Thomas Kluyver, European XFEL
I'm one of the maintainers of h5py, one of two Python bindings for HDF5. The other is Pytables. h5py is focused on exposing HDF5 ideas cleanly in Python, while Pytables more uses HDF5 as part of its own data model (see more about the difference).
NumPy is a bit like HDF5 datasets in memory: multidimensional arrays, with a datatype, and hyperslab selection. This is the basis of most scientific computing in Python.
import numpy as np
a = np.arange(30).reshape((5, 6))
a
a / 10
a[:2, :4]
a.shape
a.dtype
import h5py
print(h5py.version.info)
In the simplest case, we can assign a NumPy array into a File
object, creating a dataset:
with h5py.File('demo.h5', 'w') as f:
f['a'] = a
!h5dump demo.h5
f = h5py.File('demo.h5', 'r+')
f['a']
Slicing the dataset like a NumPy array reads data into memory. It's easy to read all or part of a dataset:
f['a'][:]
f['a'][:2, :4]
f['a'][2]
The dataset has attributes like a NumPy array:
f['a'].shape
f['a'].dtype
Assigning an array as above only works for data that fits in memory. We can create a bigger dataset without data using the create_dataset
method. This could be a stack of 10000 square images:
ds = f.create_dataset('big', shape=(10000, 1024, 1024), dtype=np.uint16)
ds
To write data, we can assign to slices of the dataset - this mirrors the interface for reading:
ds[0] = np.random.uniform(high=1000, size=(1024, 1024))
ds[0]
ds[:5].mean(axis=(1, 2))
You can also specify chunking and compression options with create_dataset. If you use features that require chunks and don't specify a chunk shape, h5py will try to guess a reasonable chunk shape for you.
ds = f.create_dataset(
'chunked',
shape=(10000, 1024, 1024),
dtype=np.uint16,
#
chunks=(1, 1024, 1024),
compression='gzip',
compression_opts=1,
)
ds
ds.chunks
ds.compression
ds[0] = np.random.uniform(high=1000, size=(1024, 1024))

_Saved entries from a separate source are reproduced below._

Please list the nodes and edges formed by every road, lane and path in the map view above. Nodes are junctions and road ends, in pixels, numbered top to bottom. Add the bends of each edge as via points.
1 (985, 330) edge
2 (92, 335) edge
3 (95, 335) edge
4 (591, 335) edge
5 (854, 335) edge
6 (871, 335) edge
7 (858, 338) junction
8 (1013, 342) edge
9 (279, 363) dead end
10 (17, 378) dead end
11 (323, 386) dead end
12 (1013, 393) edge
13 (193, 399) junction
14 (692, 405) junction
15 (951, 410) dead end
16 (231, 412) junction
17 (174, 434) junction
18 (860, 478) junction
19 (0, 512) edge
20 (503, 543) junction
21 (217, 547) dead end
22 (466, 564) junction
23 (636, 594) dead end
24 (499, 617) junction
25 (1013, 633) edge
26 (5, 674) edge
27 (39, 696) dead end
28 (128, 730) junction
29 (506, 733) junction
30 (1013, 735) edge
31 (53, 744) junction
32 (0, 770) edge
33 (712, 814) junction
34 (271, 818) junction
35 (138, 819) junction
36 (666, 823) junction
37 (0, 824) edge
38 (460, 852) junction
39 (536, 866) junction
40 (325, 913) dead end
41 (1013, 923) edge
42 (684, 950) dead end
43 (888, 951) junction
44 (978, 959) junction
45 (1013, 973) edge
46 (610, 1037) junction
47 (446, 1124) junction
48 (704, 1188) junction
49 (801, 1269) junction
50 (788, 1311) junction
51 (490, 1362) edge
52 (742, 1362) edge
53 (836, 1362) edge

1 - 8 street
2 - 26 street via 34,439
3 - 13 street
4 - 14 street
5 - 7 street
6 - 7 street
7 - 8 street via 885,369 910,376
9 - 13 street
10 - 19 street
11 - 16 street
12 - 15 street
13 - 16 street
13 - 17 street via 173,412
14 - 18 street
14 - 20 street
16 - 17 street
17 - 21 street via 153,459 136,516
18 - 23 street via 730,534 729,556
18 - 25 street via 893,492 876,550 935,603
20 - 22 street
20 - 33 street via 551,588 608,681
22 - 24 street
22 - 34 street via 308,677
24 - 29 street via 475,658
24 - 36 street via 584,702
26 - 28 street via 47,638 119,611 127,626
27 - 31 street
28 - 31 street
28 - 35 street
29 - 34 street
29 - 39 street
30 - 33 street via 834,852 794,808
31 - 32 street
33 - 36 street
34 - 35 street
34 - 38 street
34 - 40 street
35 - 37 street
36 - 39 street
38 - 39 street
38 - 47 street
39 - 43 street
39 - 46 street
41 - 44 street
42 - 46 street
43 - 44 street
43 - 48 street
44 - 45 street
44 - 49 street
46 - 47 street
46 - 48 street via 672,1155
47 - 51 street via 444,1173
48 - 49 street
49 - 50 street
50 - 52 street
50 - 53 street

The hdf5plugin package is a separate project which packages several extra filters for convenient use with h5py - e.g. ZFP lossy floating point compression.
import hdf5plugin
f.create_dataset(
'zfp',
data=np.random.random(100),
compression=hdf5plugin.Zfp(accuracy=0.1),
)
Of course, h5py can also use any plugins available to HDF5 on your system, identifying a filter with an integer ID.
Creating virtual datasets is particularly convenient in Python code. This is an HDF5 feature that can stitch data together in one big dataset, without copying it.
# Create 1D data in 4 source files (0.h5 to 3.h5)
for n in range(4):
with h5py.File(f"{n}.h5", "w") as src_file:
src_file.create_dataset("data", (100,), "i4", np.arange(0, 100) + n)
# Make a 2D virtual layout - this is a special h5py object to help
# with creating virtual datasets.
layout = h5py.VirtualLayout(shape=(4, 100), dtype="i4")
# Map each source dataset into the layout
for n in range(4):
vsource = h5py.VirtualSource(f"{n}.h5", "data", shape=(100,))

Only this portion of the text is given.